Count every line of the data that includes "Carrington". State only the number.

★ ★ ★ ★ ★ ★ ★

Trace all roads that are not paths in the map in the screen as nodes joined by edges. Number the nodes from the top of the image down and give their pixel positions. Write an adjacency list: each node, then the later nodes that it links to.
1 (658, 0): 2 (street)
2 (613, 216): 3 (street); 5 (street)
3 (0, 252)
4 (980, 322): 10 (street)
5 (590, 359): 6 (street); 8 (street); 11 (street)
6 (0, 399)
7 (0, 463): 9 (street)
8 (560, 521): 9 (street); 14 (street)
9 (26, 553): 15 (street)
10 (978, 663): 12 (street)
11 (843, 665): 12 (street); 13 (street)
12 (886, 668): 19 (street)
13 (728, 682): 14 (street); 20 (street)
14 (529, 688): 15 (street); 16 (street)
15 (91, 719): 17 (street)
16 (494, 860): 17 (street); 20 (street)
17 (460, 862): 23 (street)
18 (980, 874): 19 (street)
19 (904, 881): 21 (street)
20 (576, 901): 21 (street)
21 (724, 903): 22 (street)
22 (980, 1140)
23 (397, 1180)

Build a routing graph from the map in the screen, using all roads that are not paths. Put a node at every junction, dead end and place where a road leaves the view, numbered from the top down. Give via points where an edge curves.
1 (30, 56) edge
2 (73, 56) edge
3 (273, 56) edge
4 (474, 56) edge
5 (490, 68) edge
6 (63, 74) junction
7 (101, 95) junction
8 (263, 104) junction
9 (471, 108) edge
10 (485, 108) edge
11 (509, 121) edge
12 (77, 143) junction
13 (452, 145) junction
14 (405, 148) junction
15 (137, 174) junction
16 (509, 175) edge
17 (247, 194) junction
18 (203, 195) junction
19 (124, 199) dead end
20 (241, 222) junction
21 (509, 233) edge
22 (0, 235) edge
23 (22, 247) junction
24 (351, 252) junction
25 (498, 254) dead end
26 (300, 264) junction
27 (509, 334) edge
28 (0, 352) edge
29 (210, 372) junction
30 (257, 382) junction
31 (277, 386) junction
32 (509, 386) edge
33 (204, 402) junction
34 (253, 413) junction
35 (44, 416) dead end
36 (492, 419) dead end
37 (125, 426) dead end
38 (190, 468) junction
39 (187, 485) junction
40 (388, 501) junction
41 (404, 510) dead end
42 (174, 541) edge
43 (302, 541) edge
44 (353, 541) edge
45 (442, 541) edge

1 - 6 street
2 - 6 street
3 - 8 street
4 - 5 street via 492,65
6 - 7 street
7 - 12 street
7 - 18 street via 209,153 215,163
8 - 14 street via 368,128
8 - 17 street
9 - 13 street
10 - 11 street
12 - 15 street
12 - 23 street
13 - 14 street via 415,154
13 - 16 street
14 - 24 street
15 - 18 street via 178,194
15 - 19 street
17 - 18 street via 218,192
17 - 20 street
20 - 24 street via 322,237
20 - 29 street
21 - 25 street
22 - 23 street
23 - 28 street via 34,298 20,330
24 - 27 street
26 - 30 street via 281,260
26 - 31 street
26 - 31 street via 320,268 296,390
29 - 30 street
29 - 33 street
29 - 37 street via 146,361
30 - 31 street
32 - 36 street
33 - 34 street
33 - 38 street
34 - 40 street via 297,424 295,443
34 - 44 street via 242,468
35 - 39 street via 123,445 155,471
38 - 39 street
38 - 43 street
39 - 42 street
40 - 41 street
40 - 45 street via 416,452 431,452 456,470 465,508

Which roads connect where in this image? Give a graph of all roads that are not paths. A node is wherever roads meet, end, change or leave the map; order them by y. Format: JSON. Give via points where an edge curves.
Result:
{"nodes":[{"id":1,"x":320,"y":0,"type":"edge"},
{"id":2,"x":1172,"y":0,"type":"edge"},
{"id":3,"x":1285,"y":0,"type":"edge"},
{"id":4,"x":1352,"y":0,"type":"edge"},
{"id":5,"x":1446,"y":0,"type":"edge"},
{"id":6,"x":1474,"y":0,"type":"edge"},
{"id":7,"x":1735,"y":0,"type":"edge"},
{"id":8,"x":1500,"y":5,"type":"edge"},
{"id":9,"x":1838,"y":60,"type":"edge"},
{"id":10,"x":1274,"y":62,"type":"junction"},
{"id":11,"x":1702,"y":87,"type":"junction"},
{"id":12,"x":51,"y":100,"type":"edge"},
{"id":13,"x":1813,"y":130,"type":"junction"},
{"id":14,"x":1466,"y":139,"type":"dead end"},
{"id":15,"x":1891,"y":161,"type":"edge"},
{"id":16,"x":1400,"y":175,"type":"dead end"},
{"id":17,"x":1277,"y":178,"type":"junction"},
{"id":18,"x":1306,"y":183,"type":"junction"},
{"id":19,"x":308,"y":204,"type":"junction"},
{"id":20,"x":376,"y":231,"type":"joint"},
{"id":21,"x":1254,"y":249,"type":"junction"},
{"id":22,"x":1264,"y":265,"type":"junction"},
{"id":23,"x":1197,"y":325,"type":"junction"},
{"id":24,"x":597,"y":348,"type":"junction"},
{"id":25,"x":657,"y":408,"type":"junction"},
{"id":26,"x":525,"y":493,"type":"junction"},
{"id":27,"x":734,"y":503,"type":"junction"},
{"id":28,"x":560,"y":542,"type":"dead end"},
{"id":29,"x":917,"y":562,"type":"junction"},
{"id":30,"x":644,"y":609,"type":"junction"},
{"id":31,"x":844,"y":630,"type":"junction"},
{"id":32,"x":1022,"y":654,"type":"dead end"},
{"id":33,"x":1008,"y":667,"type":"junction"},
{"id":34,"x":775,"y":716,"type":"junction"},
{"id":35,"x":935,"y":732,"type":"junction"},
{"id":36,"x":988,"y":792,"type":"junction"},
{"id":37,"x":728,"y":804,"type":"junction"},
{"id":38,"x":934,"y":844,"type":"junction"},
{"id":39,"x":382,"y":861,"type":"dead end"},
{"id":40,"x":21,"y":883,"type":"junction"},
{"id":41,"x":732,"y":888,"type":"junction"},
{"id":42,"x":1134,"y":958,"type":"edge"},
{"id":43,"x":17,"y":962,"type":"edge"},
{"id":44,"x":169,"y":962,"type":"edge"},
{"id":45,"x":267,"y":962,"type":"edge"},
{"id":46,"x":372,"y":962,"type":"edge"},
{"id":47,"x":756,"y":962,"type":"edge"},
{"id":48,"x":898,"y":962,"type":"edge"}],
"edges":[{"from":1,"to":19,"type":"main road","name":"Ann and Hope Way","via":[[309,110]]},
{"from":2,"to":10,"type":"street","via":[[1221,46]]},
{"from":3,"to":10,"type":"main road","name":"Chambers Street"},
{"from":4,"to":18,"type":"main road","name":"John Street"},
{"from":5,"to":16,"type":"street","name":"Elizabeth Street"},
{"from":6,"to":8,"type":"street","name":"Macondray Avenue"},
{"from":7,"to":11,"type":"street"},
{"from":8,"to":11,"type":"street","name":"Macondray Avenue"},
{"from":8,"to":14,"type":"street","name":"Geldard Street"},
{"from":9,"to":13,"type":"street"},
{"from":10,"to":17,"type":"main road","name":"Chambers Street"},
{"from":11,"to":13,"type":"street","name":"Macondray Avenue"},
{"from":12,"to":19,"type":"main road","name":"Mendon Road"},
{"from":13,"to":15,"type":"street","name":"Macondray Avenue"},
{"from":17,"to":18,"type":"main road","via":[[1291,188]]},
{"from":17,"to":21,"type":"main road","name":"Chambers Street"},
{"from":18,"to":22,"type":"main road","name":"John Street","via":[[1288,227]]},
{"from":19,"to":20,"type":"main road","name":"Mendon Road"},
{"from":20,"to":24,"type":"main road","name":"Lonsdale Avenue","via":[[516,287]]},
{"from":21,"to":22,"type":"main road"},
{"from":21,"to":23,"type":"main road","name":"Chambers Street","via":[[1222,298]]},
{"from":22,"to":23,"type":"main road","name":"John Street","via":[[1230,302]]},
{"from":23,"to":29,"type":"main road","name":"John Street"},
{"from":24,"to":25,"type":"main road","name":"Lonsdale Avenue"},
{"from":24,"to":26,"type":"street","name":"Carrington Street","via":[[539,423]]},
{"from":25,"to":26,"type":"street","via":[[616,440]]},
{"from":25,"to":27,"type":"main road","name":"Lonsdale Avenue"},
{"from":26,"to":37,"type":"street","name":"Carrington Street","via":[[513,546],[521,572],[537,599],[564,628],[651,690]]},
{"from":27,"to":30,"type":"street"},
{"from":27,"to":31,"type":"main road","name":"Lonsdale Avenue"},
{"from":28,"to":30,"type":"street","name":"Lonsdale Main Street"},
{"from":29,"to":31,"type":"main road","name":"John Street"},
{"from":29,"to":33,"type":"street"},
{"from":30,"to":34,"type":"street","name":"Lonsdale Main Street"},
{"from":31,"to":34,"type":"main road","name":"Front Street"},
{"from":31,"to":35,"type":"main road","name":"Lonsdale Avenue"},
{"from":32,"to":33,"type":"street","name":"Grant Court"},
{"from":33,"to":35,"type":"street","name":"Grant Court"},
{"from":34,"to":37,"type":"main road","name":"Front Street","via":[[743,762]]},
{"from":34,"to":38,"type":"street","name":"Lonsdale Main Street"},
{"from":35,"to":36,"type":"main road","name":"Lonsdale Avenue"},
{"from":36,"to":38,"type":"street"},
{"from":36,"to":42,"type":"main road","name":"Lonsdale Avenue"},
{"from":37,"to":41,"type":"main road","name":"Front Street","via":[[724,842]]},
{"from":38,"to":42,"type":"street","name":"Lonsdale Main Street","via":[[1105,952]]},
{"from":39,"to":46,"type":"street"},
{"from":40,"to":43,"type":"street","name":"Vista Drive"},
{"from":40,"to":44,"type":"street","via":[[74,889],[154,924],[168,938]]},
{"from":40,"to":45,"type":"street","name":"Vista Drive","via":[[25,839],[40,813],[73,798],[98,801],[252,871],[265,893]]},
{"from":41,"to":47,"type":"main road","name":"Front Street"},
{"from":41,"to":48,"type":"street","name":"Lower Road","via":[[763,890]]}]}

★ ★ ★ ★ ★ ★ ★

_Answer to the problem_
2